Billionaire Insider Lightening Up on VaxGen Stake

 

Paul Allen is a co-founder of Microsoft, a high-profile multibillionaire and someone with a reputation as an active technology investor. So investors might want to take notice of his latest move: Selling a huge stake of his ownership in VaxGen(VXGN Quote) right before the small biotech firm takes the wraps off test results for its controversial HIV/AIDS vaccine, AIDSVAX.

Allen is not the only VaxGen shareholder poised to sell before anyone knows whether AIDSVAX works or not. Last month, the company filed a registration statement with the Securities and Exchange Commission allowing other preferred shareholders to also sell their considerable stakes in the company.

With the sting of Enron and ImClone Systems still fresh, investors need not be reminded that the stock-selling activities of company executives and other insiders has become a closely watched measure of corporate health. Allen and the other stakeholders who could be unloading their VaxGen stakes might just be locking in profits -- the value of VaxGen stock has more than tripled since this summer -- but their apparent eagerness to get out now could also be a red-flag warning about the upcoming AIDSVAX study.

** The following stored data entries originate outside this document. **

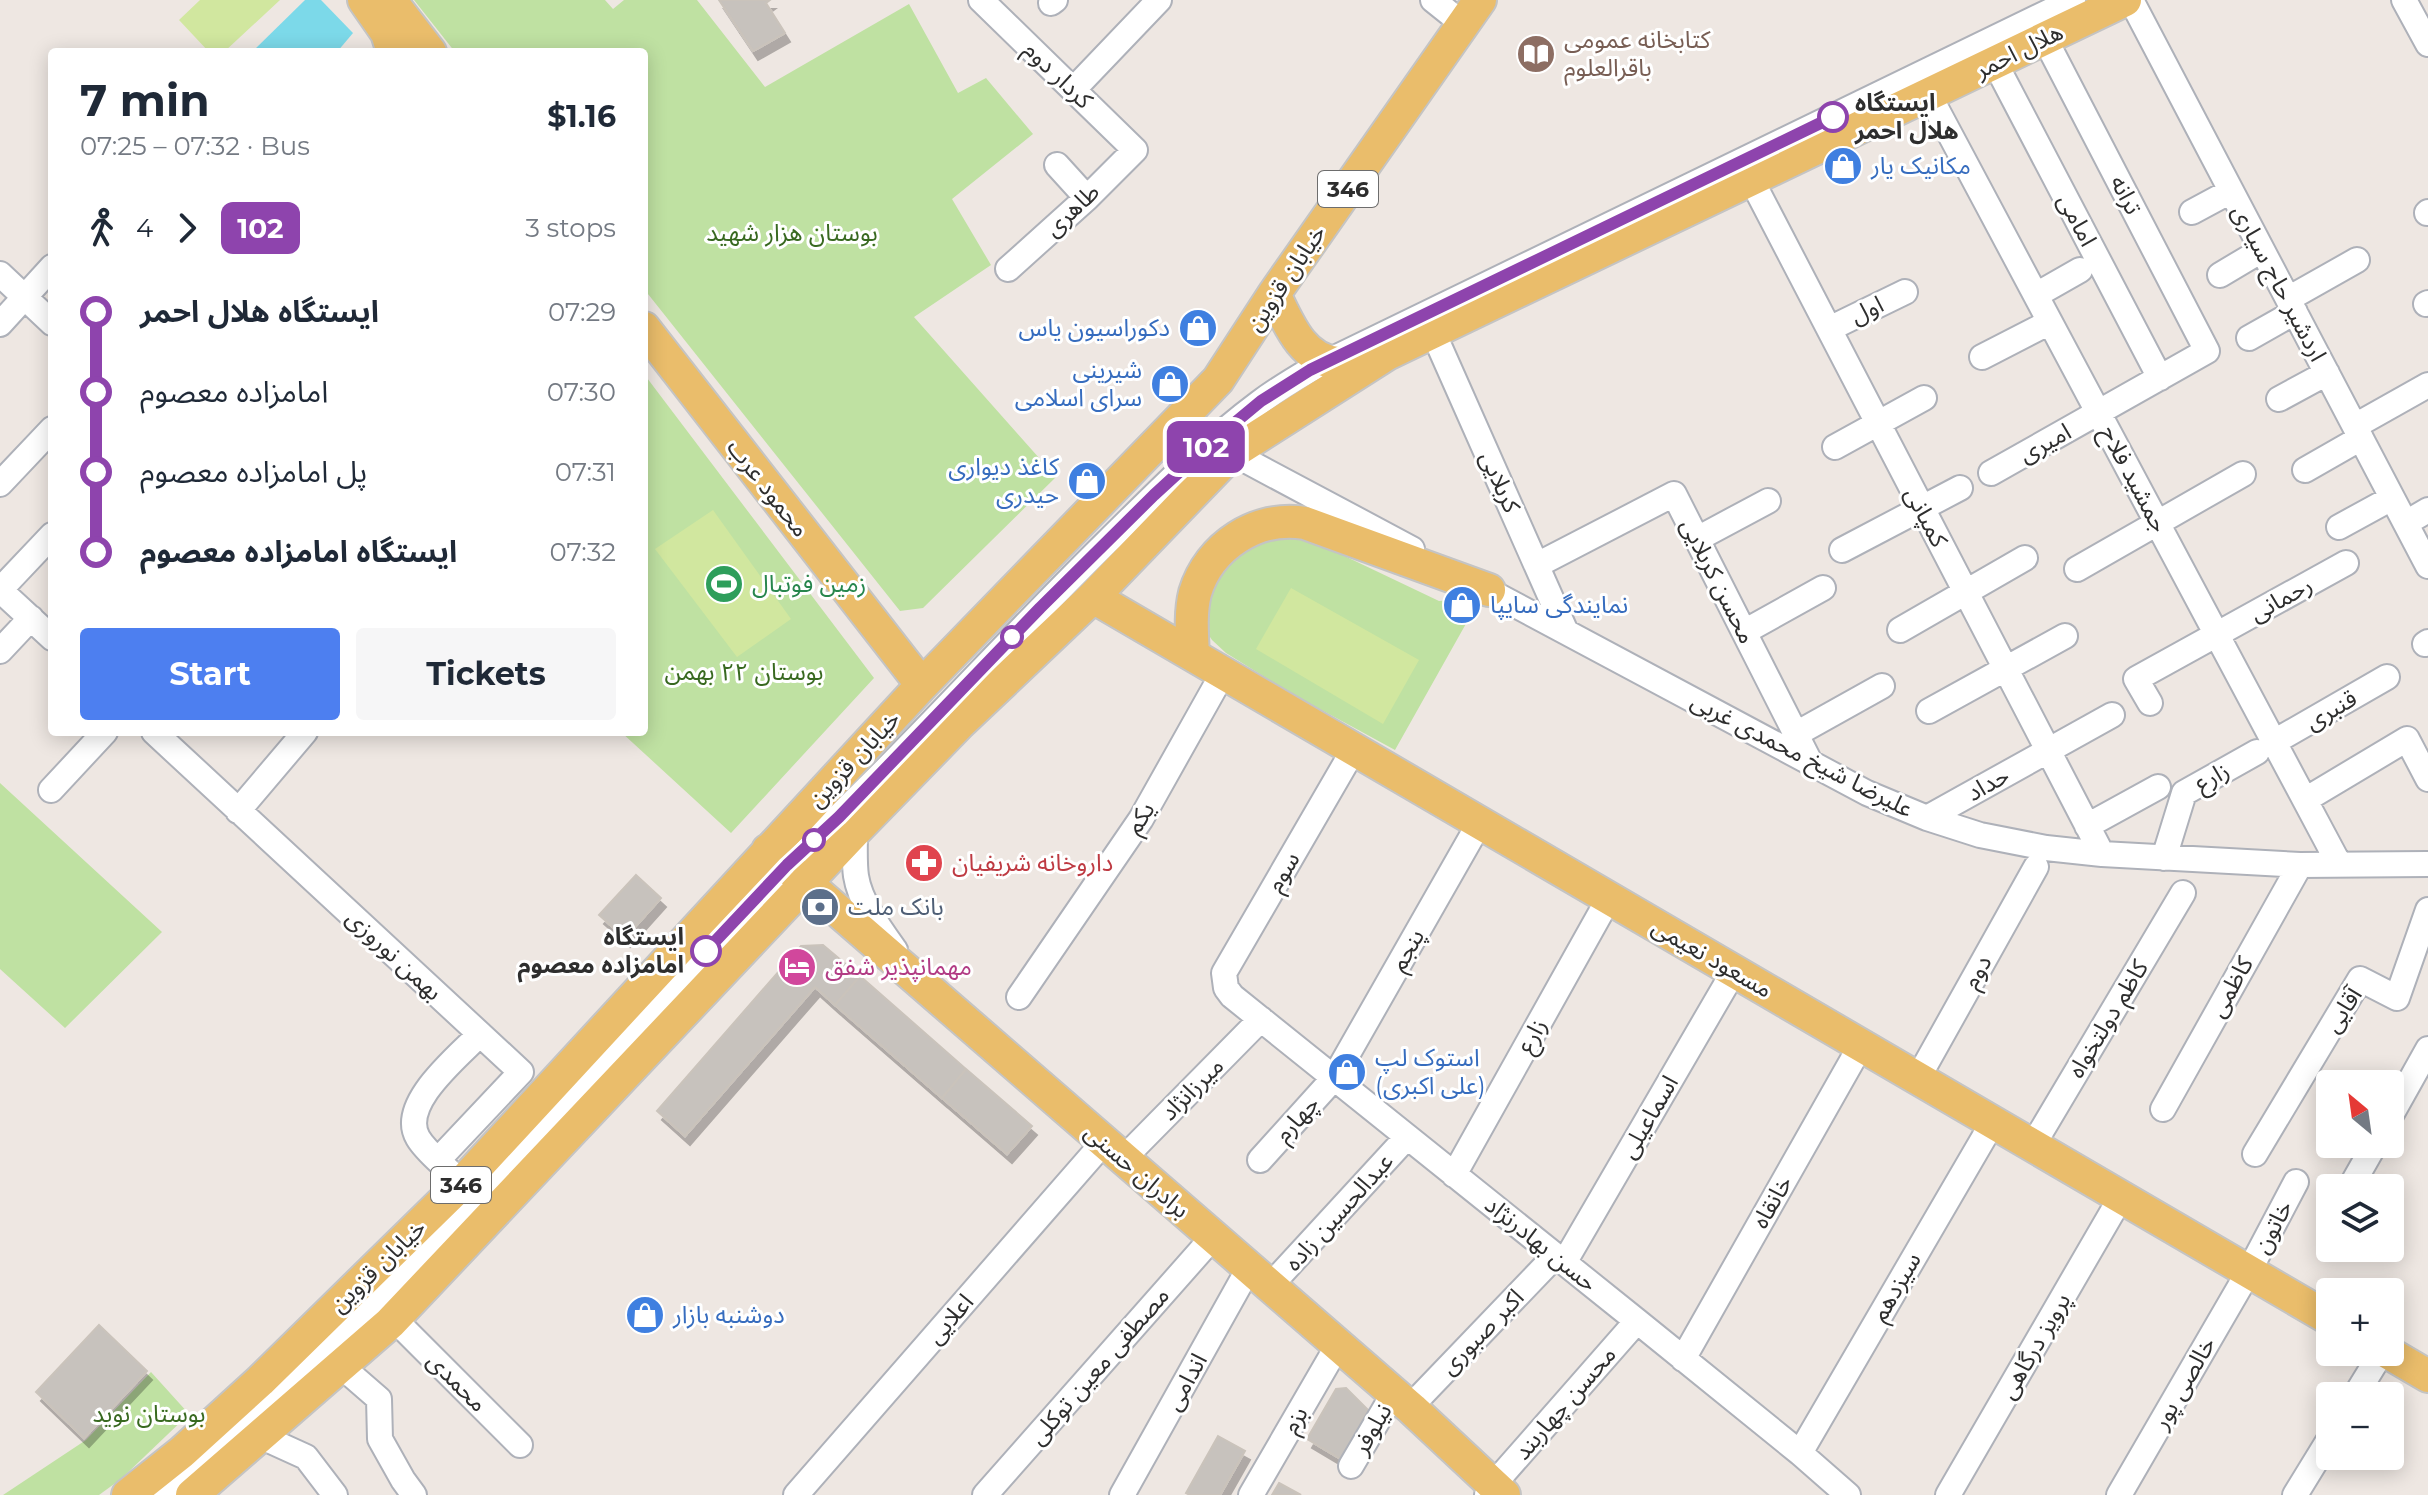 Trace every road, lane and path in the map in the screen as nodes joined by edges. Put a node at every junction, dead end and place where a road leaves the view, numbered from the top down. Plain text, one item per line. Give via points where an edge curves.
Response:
1 (364, 0) edge
2 (390, 0) edge
3 (981, 0) edge
4 (1159, 0) edge
5 (1433, 0) edge
6 (2128, 0) edge
7 (2404, 0) edge
8 (2063, 8) edge
9 (1471, 12) edge
10 (2045, 39) junction
11 (2428, 44) edge
12 (392, 48) edge
13 (427, 48) edge
14 (1995, 63) junction
15 (1073, 90) junction
16 (1929, 95) junction
17 (1135, 150) joint
18 (1057, 165) dead end
19 (1751, 179) junction
20 (2231, 191) junction
21 (1087, 198) junction
22 (2192, 212) dead end
23 (2262, 250) junction
24 (2357, 260) dead end
25 (1008, 269) dead end
26 (2080, 270) dead end
27 (48, 271) edge
28 (0, 274) edge
29 (2220, 275) dead end
30 (1905, 292) dead end
31 (1274, 294) junction
32 (2036, 295) junction
33 (24, 297) junction
34 (2291, 305) junction
35 (48, 319) edge
36 (2050, 322) junction
37 (0, 324) edge
38 (1829, 329) junction
39 (1433, 332) junction
40 (648, 333) edge
41 (2249, 338) dead end
42 (2207, 351) joint
43 (1387, 354) junction
44 (1982, 357) dead end
45 (1329, 361) junction
46 (2327, 373) junction
47 (2160, 378) junction
48 (2428, 385) edge
49 (1924, 398) dead end
50 (2279, 399) dead end
51 (2098, 412) junction
52 (1183, 416) junction
53 (1878, 423) junction
54 (2358, 432) junction
55 (48, 433) edge
56 (1223, 446) junction
57 (1835, 447) dead end
58 (2305, 470) dead end
59 (1991, 473) dead end
60 (2243, 474) dead end
61 (0, 484) edge
62 (1960, 488) dead end
63 (2392, 498) junction
64 (1768, 501) dead end
65 (1922, 508) junction
66 (2428, 510) edge
67 (2157, 523) junction
68 (2406, 523) junction
69 (2339, 527) dead end
70 (48, 539) edge
71 (1697, 539) junction
72 (1842, 550) dead end
73 (2025, 558) dead end
74 (2346, 563) dead end
75 (1537, 565) junction
76 (2428, 566) edge
77 (2077, 569) dead end
78 (1823, 588) dead end
79 (0, 590) edge
80 (1489, 590) junction
81 (1966, 592) junction
82 (1093, 597) junction
83 (31, 618) junction
84 (1900, 630) dead end
85 (1566, 632) junction
86 (1744, 632) junction
87 (48, 634) edge
88 (2065, 636) dead end
89 (2217, 636) junction
90 (0, 651) edge
91 (1193, 655) junction
92 (2005, 669) junction
93 (1223, 673) junction
94 (2387, 677) dead end
95 (922, 685) junction
96 (1882, 686) dead end
97 (2150, 703) dead end
98 (1929, 711) dead end
99 (2112, 715) dead end
100 (1796, 734) junction
101 (101, 736) edge
102 (163, 736) edge
103 (302, 736) edge
104 (2266, 747) junction
105 (1354, 749) junction
106 (2048, 750) junction
107 (1811, 764) junction
108 (2428, 779) edge
109 (2158, 787) dead end
110 (51, 790) dead end
111 (2305, 800) junction
112 (238, 811) junction
113 (1927, 818) junction
114 (1480, 822) junction
115 (2087, 826) junction
116 (855, 831) junction
117 (2102, 854) junction
118 (2164, 858) junction
119 (2339, 864) junction
120 (2428, 864) edge
121 (2300, 865) junction
122 (787, 867) junction
123 (2036, 867) dead end
124 (2183, 893) dead end
125 (1609, 898) junction
126 (2428, 910) edge
127 (1734, 971) junction
128 (1232, 996) joint
129 (1019, 997) dead end
130 (1261, 1019) junction
131 (480, 1034) junction
132 (1861, 1045) junction
133 (2428, 1049) edge
134 (1334, 1078) junction
135 (1918, 1078) junction
136 (2404, 1092) edge
137 (2163, 1109) dead end
138 (1993, 1122) junction
139 (1407, 1137) junction
140 (2033, 1145) junction
141 (1118, 1152) junction
142 (2255, 1154) dead end
143 (438, 1160) junction
144 (1260, 1160) dead end
145 (1454, 1175) junction
146 (2296, 1182) dead end
147 (462, 1183) junction
148 (2121, 1197) junction
149 (1213, 1237) junction
150 (1559, 1260) junction
151 (2249, 1271) junction
152 (1265, 1279) junction
153 (2316, 1311) edge
154 (394, 1319) junction
155 (1637, 1321) junction
156 (1338, 1345) junction
157 (1683, 1359) junction
158 (2404, 1360) edge
159 (341, 1366) junction
160 (2426, 1369) edge
161 (1406, 1402) junction
162 (262, 1437) junction
163 (520, 1445) dead end
164 (1800, 1453) junction
165 (2316, 1461) edge
166 (1351, 1466) dead end
167 (1500, 1490) edge
168 (128, 1495) edge
169 (160, 1495) edge
170 (192, 1495) edge
171 (335, 1495) edge
172 (414, 1495) edge
173 (796, 1495) edge
174 (985, 1495) edge
175 (1122, 1495) edge
176 (1251, 1495) edge
177 (1848, 1495) edge
178 (1948, 1495) edge
179 (2119, 1495) edge
180 (2295, 1495) edge

1 - 12 main road
2 - 13 main road
3 - 15 street, کردار دوم
4 - 15 street
5 - 9 street
6 - 8 main road, هلال احمر
6 - 20 street, اردشیر حاج سیاری
7 - 11 street
8 - 10 main road, هلال احمر
8 - 45 street
9 - 31 main road, خیابان قزوین / 346
10 - 14 main road, هلال احمر
10 - 42 street, ترانه
14 - 16 main road, هلال احمر
14 - 47 street, امامی
15 - 17 street, کردار دوم
16 - 19 main road, هلال احمر
16 - 32 street, جمشید فلاح
17 - 21 street, طاهری
18 - 21 street
19 - 38 street, کمپانی
19 - 39 main road, هلال احمر
20 - 22 street
20 - 23 street, اردشیر حاج سیاری
21 - 25 street, طاهری
23 - 29 street
23 - 34 street, اردشیر حاج سیاری
24 - 34 street
26 - 32 street
27 - 33 street
28 - 33 street
30 - 38 street, اول
31 - 45 main road via 1297,339
31 - 52 main road, خیابان قزوین / 346 via 1218,380
32 - 36 street, جمشید فلاح
33 - 35 street
33 - 37 street
34 - 41 street
34 - 46 street, اردشیر حاج سیاری
36 - 44 street
36 - 51 street, جمشید فلاح
38 - 53 street, کمپانی
39 - 43 main road, هلال احمر
39 - 75 street, کربلایی
40 - 95 main road, محمود عرب
42 - 47 street, امیری
43 - 45 main road
43 - 56 main road, هلال احمر
45 - 56 street via 1261,401
46 - 50 street
46 - 54 street, اردشیر حاج سیاری
47 - 51 street, امیری
48 - 54 street
49 - 53 street
51 - 59 street, امیری
51 - 67 street, جمشید فلاح
52 - 56 street, علیرضا شیخ محمدی غربی
52 - 95 main road, خیابان قزوین / 346
53 - 57 street
53 - 65 street, کمپانی
54 - 58 street
54 - 63 street, اردشیر حاج سیاری
55 - 61 street
56 - 80 street, علیرضا شیخ محمدی غربی
56 - 82 main road, خیابان قزوین / 346
56 - 122 street via 1040,608
60 - 67 street
62 - 65 street
63 - 68 street, اردشیر حاج سیاری
63 - 69 street
64 - 71 street
65 - 72 street
65 - 81 street, کمپانی
66 - 68 street
67 - 77 street
67 - 89 street, جمشید فلاح
68 - 76 street, اردشیر حاج سیاری
70 - 79 street
71 - 75 street, محسن کربلایی via 1674,494
71 - 86 street, محسن کربلایی
73 - 81 street
74 - 89 street, رحمانی
75 - 85 street, کربلایی
78 - 86 street
79 - 83 street
80 - 85 street, علیرضا شیخ محمدی غربی
80 - 91 main road via 1305,523 1260,524 1238,535 1204,574 1192,612
81 - 84 street
81 - 92 street, کمپانی
82 - 91 main road, مسعود نعیمی
82 - 116 main road, خیابان قزوین / 346
83 - 87 street
83 - 90 street
85 - 107 street, علیرضا شیخ محمدی غربی
86 - 100 street, محسن کربلایی
88 - 92 street
89 - 97 street, رحمانی via 2136,679
89 - 104 street, جمشید فلاح
91 - 93 main road, مسعود نعیمی
92 - 98 street
92 - 106 street, کمپانی
93 - 105 main road, مسعود نعیمی
93 - 129 street, یکم via 1141,819
94 - 104 street, قنبری
95 - 122 main road, خیابان قزوین / 346 via 847,768
96 - 100 street
99 - 106 street, حداد
100 - 107 street, محسن کربلایی
101 - 110 street
102 - 112 street, بهمن نوروزی
103 - 112 street
104 - 111 street, جمشید فلاح
104 - 118 street, زارع via 2184,793
105 - 114 main road, مسعود نعیمی
105 - 128 street, سوم via 1224,973
106 - 113 street, حداد
106 - 115 street, کمپانی
107 - 113 street, علیرضا شیخ محمدی غربی
108 - 111 street via 2407,739
109 - 115 street
111 - 119 street, جمشید فلاح
112 - 131 street, بهمن نوروزی
113 - 117 street, علیرضا شیخ محمدی غربی via 1980,835
114 - 125 main road, مسعود نعیمی
114 - 134 street, پنجم
115 - 117 street, کمپانی
116 - 122 main road, خیابان قزوین / 346
116 - 141 street via 856,877 897,952
117 - 118 street, علیرضا شیخ محمدی غربی
118 - 121 street, علیرضا شیخ محمدی غربی
119 - 120 street, علیرضا شیخ محمدی غربی
119 - 121 street, علیرضا شیخ محمدی غربی
121 - 137 street, کاظمی
122 - 141 main road, برادران حسنی
122 - 147 main road, خیابان قزوین / 346
122 - 154 main road, خیابان قزوین / 346
122 - 169 street via 389,1288
123 - 135 street, دوم
124 - 140 street, کاظم دولتخواه
125 - 127 main road, مسعود نعیمی
125 - 145 street, زارع
126 - 142 street, آقایی via 2397,998 2360,979
127 - 132 main road, مسعود نعیمی
127 - 150 street, اسماعیلی
128 - 130 street, حسن بهادرنژاد
130 - 134 street, حسن بهادرنژاد
130 - 141 street, ميرزانژاد
131 - 143 street via 418,1104 414,1129
131 - 143 street, بهمن نوروزی via 521,1072
132 - 135 main road, مسعود نعیمی
132 - 157 street, خانقاه
133 - 136 street
134 - 139 street, حسن بهادرنژاد
134 - 144 street, چهارم
135 - 138 main road, مسعود نعیمی
138 - 140 main road, مسعود نعیمی
138 - 164 street, سیزدهم
139 - 145 street, حسن بهادرنژاد
139 - 152 street, عبدالحسین زاده
140 - 148 main road, مسعود نعیمی
141 - 149 main road, برادران حسنی
141 - 152 street
141 - 173 street, اعلایی
143 - 147 street
145 - 150 street, حسن بهادرنژاد
146 - 151 street, خاتون
147 - 168 main road, خیابان قزوین / 346 via 260,1381
148 - 151 main road, مسعود نعیمی
148 - 178 street, پرویز درگاهی
149 - 152 main road, برادران حسنی
149 - 174 street, مصطفی معین توکلی
150 - 155 street, حسن بهادرنژاد
150 - 161 street, اکبر صبوری
151 - 153 main road, مسعود نعیمی
151 - 179 street, خالصی پور
152 - 156 main road, برادران حسنی
152 - 161 street
152 - 175 street, اندامی
154 - 159 main road, خیابان قزوین / 346
154 - 163 street, محمدی
155 - 157 street, حسن بهادرنژاد
155 - 167 street, محسن چهاربند
156 - 161 main road, برادران حسنی
156 - 176 street, بزم
157 - 164 street, حسن بهادرنژاد
158 - 160 main road
159 - 162 main road, خیابان قزوین / 346
159 - 172 street via 379,1399 380,1439
161 - 166 street, نیلوفر
161 - 167 main road, برادران حسنی
162 - 170 main road, خیابان قزوین / 346
162 - 171 street via 306,1457
164 - 177 street, حسن بهادرنژاد
165 - 180 street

Results from the randomized, controlled, phase III study of AIDSVAX -- which enrolled 5,000 gay men and 400 women with HIV-positive partners in the U.S. -- should be released in the first quarter of 2003.

VaxGen shares have been on quite the roll, quadrupling in price since sinking to a recent low of $5.10 on July 12. The stock hit $20.80 on Dec. 2 and was trading at $17.10 recently.

Brisbane, Calif.-based VaxGen is sitting on a potential commercial gold mine if AIDSVAX proves effective in helping prevent infection from HIV (more on what that means later). Drug companies have been successful in developing medicines to manage the disease but not cure it. A vaccine to actually prevent transmission has similarly proven to be an incredibly difficult scientific challenge. VaxGen is not alone in searching for such a holy grail, but its approach has not been entirely embraced by other AIDS researchers. In the mid-1990s, government researchers, for instance, took a look at AIDSVAX but declined to fund studies.